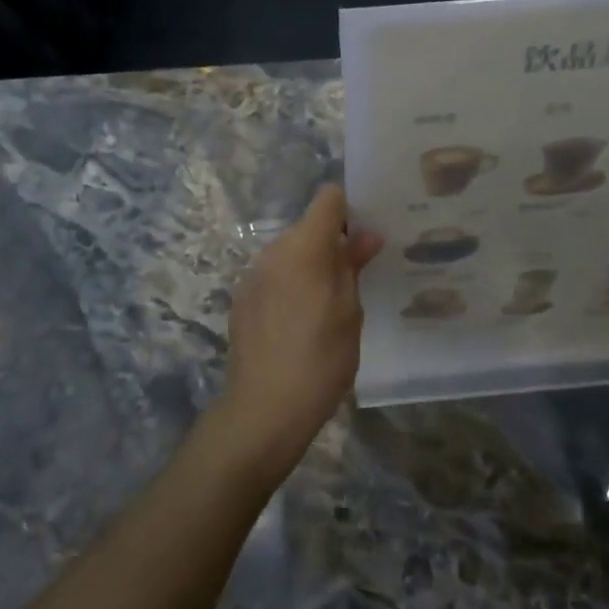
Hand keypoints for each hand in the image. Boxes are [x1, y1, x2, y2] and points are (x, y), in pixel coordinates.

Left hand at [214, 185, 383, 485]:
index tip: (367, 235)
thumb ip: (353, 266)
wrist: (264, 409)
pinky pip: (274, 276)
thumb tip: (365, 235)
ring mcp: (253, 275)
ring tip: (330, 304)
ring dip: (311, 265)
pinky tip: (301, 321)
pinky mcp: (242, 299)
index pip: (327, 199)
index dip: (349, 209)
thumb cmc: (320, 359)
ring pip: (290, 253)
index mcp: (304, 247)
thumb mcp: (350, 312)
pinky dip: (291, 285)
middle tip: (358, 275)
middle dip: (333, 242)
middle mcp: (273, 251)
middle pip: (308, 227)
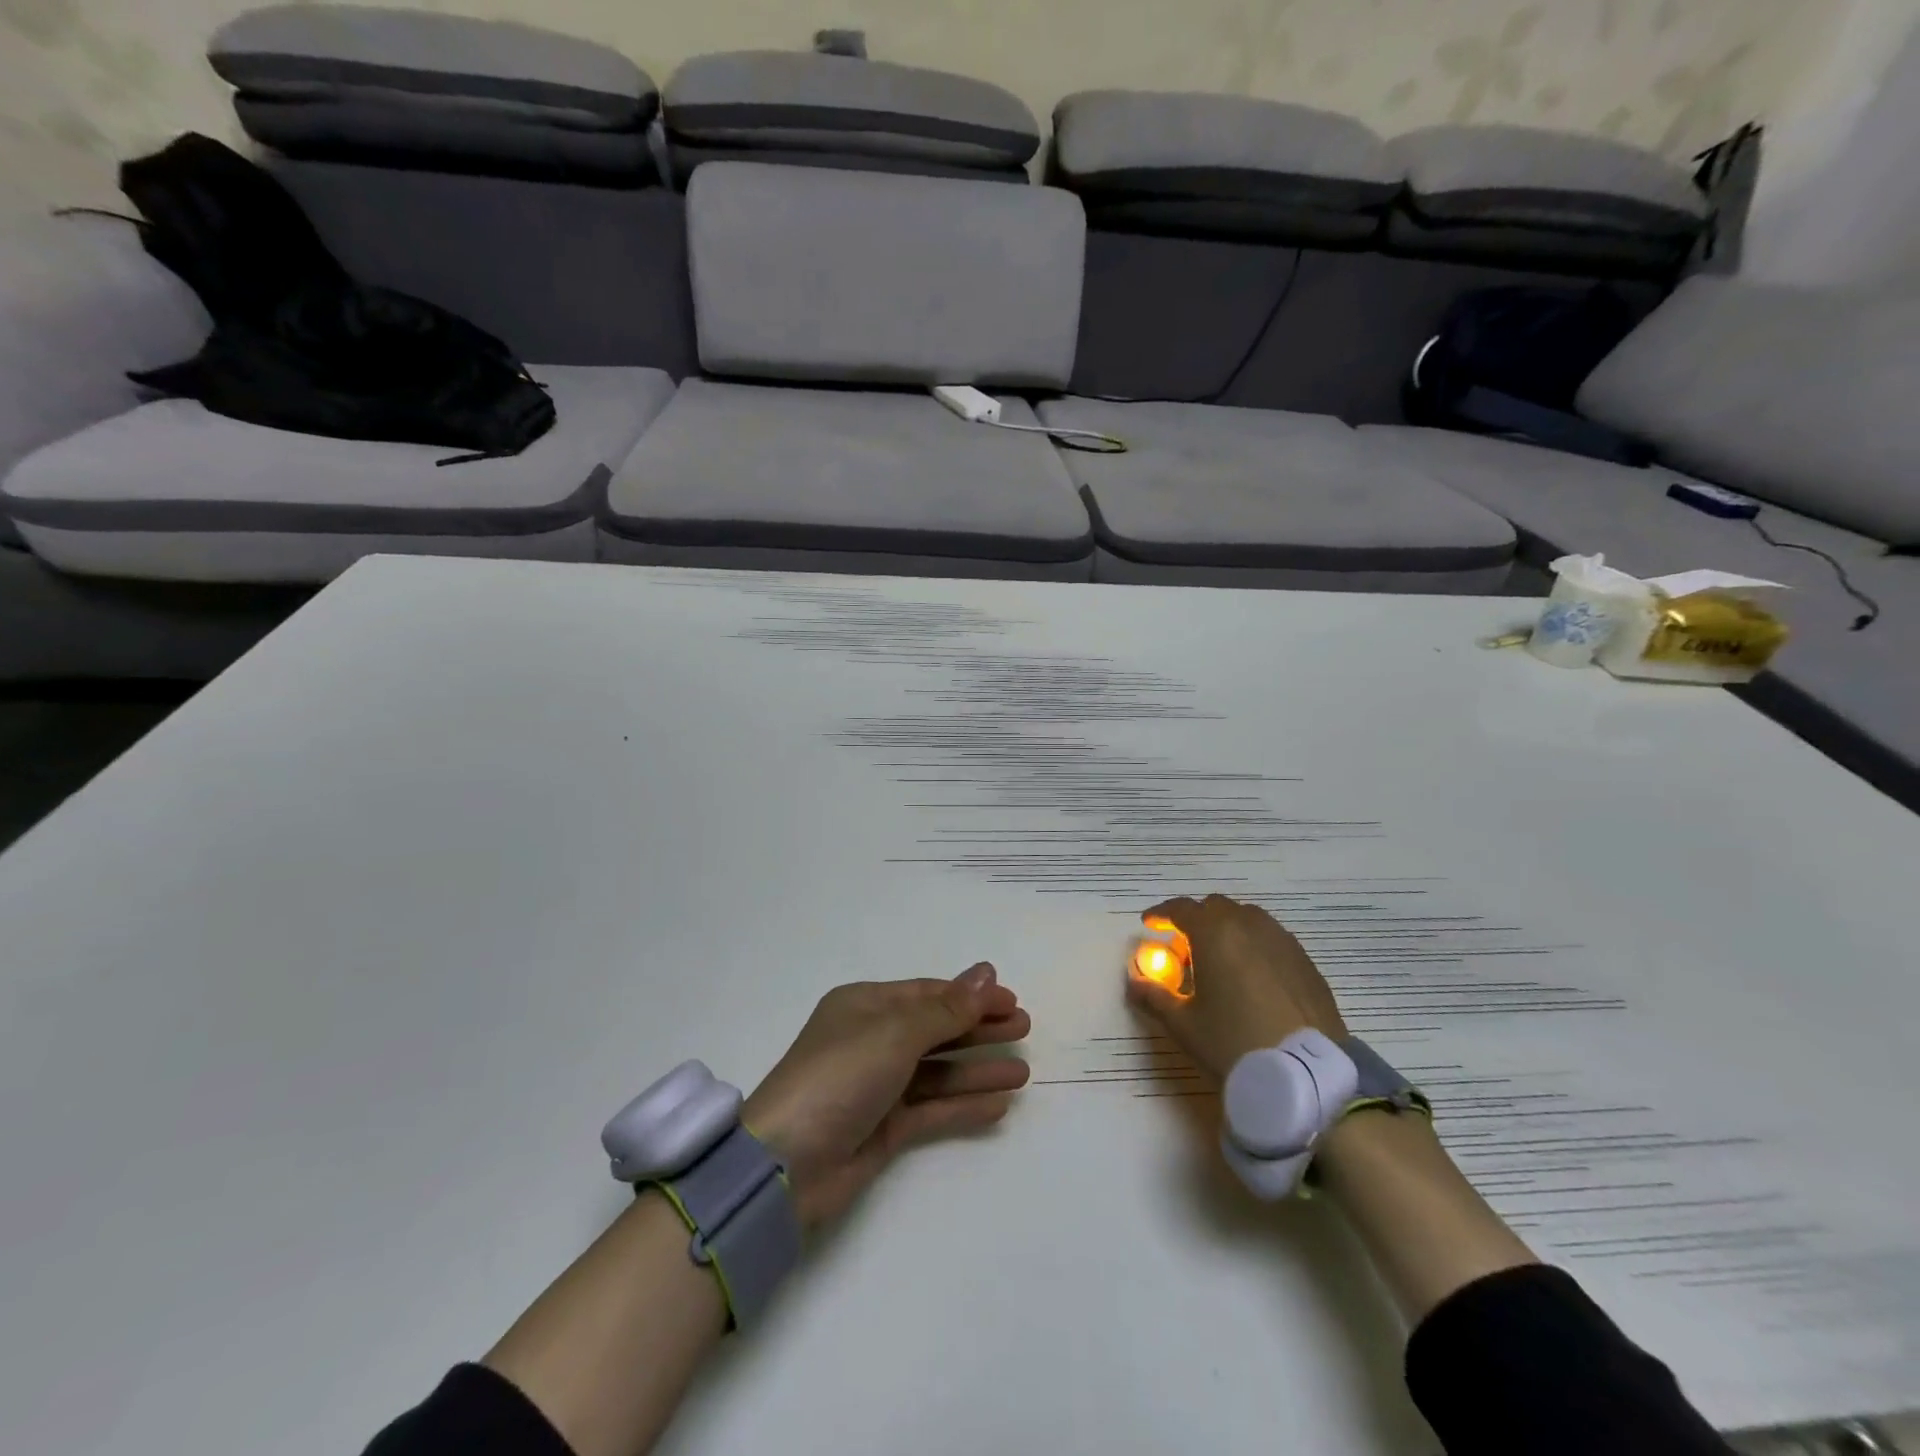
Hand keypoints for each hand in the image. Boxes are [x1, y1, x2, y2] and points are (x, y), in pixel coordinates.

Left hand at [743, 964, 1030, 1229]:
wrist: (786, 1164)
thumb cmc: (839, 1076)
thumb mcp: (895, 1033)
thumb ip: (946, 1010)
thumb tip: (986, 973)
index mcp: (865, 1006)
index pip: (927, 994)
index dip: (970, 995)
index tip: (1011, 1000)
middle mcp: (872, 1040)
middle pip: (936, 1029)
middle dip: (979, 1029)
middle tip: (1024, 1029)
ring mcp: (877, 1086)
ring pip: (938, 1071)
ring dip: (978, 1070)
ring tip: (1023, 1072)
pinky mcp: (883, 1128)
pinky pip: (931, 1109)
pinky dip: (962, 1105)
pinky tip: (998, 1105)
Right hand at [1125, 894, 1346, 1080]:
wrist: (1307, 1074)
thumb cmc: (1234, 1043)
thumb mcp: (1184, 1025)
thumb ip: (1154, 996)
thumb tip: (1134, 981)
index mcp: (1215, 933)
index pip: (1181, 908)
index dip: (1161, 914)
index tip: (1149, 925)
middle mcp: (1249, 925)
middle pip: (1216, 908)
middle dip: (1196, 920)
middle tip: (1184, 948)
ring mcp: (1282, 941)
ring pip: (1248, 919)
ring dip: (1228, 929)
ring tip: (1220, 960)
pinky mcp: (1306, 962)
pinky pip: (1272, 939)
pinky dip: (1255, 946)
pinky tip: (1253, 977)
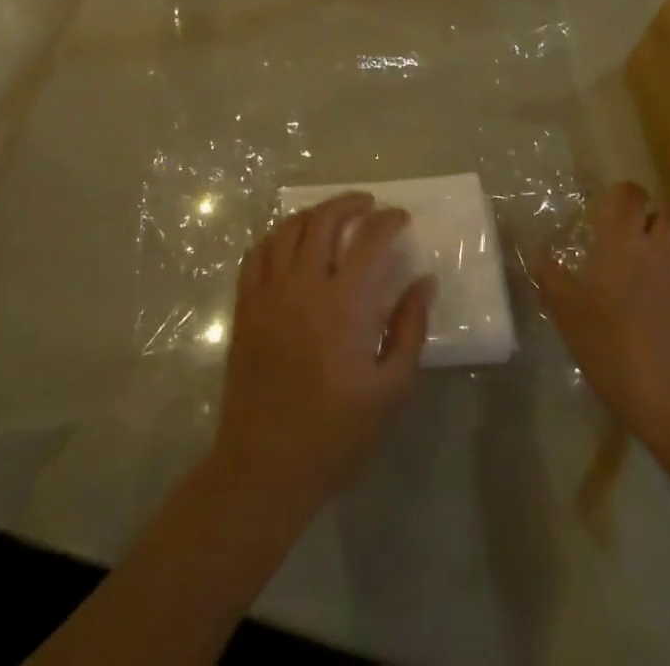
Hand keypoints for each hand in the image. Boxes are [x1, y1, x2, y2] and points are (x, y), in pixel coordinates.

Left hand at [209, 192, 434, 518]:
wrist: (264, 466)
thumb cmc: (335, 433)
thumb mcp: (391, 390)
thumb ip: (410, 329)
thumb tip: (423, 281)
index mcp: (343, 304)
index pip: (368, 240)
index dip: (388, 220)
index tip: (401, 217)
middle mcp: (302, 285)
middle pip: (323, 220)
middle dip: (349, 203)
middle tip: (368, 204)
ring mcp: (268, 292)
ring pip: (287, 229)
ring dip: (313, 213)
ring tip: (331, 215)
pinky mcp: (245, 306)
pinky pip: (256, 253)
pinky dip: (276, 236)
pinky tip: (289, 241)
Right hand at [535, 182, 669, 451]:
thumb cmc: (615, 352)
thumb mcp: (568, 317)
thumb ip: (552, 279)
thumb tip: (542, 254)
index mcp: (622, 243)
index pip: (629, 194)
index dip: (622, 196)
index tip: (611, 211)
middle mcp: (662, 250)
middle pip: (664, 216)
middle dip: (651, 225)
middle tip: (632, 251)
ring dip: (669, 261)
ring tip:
════════════════════
§ **EXERCISE AIM**
Where the line containing "index pip: (629, 194)" appears, begin a word-for-word copy and carry it through the last line of the listing, leaving out all other lines.

§ **ANSWER FOR THE TASK**
index pip: (629, 194)
index dip: (622, 196)
index tip: (611, 211)
middle mcp: (662, 250)
middle pip: (664, 216)
middle dip: (651, 225)
middle tip: (632, 251)
ring dip: (669, 261)
ring tip:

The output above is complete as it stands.